Enter the mean, and standard deviation
a) enter between numbers, note the shaded area, and the computation .7566 at the bottom. That means 80*.7566 =60.52 number , which means 60 people between (some add the .52, but it is hard to count .52 folks).
To answer these questions, we can use the properties of the normal distribution and the given mean and standard deviation.
(a) To find the number of people between 168 and 182 cm tall, we need to calculate the probability of a random variable falling within this range.
Step 1: Standardize the values
To standardize the values, we subtract the mean from each value and divide by the standard deviation.
For 168 cm:
z1 = (168 - 175) / 6 = -1.1667
For 182 cm:
z2 = (182 - 175) / 6 = 1.1667
Step 2: Find the probability using the standard normal distribution table
Using the standard normal distribution table or a calculator, we can find the probability associated with each z-score.
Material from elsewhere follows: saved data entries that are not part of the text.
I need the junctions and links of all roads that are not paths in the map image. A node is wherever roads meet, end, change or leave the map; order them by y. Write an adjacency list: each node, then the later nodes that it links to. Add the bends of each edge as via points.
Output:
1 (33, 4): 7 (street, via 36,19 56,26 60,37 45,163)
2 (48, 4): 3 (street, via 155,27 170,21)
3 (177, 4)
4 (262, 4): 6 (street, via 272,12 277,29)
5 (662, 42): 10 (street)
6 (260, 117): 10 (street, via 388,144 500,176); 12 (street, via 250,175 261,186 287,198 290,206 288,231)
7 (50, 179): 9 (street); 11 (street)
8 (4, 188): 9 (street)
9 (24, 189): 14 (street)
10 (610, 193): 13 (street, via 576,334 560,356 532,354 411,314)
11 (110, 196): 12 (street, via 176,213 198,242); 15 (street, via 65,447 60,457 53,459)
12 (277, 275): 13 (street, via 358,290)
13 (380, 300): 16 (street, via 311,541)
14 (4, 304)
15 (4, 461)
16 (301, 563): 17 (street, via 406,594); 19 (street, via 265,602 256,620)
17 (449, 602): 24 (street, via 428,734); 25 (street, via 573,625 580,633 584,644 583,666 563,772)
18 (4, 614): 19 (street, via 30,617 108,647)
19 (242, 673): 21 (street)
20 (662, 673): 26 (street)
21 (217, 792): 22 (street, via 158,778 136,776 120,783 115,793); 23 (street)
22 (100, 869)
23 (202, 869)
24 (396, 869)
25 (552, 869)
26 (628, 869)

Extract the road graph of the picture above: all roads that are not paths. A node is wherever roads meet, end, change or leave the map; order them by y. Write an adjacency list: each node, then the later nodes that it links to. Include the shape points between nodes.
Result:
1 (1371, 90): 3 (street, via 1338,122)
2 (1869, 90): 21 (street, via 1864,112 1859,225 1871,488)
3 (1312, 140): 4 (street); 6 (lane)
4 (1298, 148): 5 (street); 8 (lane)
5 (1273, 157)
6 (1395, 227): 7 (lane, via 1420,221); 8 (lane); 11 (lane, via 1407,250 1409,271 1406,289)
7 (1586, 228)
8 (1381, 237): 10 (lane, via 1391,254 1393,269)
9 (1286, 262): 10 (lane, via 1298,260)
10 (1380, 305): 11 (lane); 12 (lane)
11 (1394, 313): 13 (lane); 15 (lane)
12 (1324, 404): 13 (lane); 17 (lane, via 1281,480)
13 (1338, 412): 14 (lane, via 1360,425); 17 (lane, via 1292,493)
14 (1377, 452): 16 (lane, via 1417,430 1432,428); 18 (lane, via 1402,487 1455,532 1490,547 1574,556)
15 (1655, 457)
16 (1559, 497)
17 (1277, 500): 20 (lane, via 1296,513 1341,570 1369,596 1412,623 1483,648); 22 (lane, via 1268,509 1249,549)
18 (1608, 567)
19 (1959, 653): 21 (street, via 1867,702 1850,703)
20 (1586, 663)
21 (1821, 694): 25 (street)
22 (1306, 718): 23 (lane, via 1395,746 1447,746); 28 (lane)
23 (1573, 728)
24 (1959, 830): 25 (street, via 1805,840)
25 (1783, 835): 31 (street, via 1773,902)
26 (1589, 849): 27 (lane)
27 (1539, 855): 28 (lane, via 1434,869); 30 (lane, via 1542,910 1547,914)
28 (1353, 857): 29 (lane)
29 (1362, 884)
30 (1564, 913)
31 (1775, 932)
P(z < -1.1667) = 0.121 (from the table)
P(z < 1.1667) = 0.879 (from the table)
Step 3: Calculate the difference in probabilities
To find the probability between two values (in this case, between -1.1667 and 1.1667), we subtract the probability of the lower value from the probability of the higher value.
P(-1.1667 < z < 1.1667) = P(z < 1.1667) - P(z < -1.1667) = 0.879 - 0.121 = 0.758
Step 4: Calculate the expected number of people
Multiply the probability by the total number of people to get the expected number of people.
Expected number of people = Probability * Total number of people = 0.758 * 80 = 60.64
So, we would expect approximately 61 people to be between 168 and 182 cm tall.
(b) To find the number of people taller than 170 cm, we need to calculate the probability of a random variable being greater than 170 cm.
Step 1: Standardize the value
To standardize the value, we subtract the mean from the value and divide by the standard deviation.
For 170 cm:
z = (170 - 175) / 6 = -0.8333
Step 2: Find the probability using the standard normal distribution table
Using the standard normal distribution table or a calculator, we can find the probability associated with the z-score.
P(z > -0.8333) = 1 - P(z < -0.8333) = 1 - 0.2023 = 0.7977
Step 3: Calculate the expected number of people
Multiply the probability by the total number of people to get the expected number of people.
Expected number of people = Probability * Total number of people = 0.7977 * 80 = 63.82
So, we would expect approximately 64 people to be taller than 170 cm.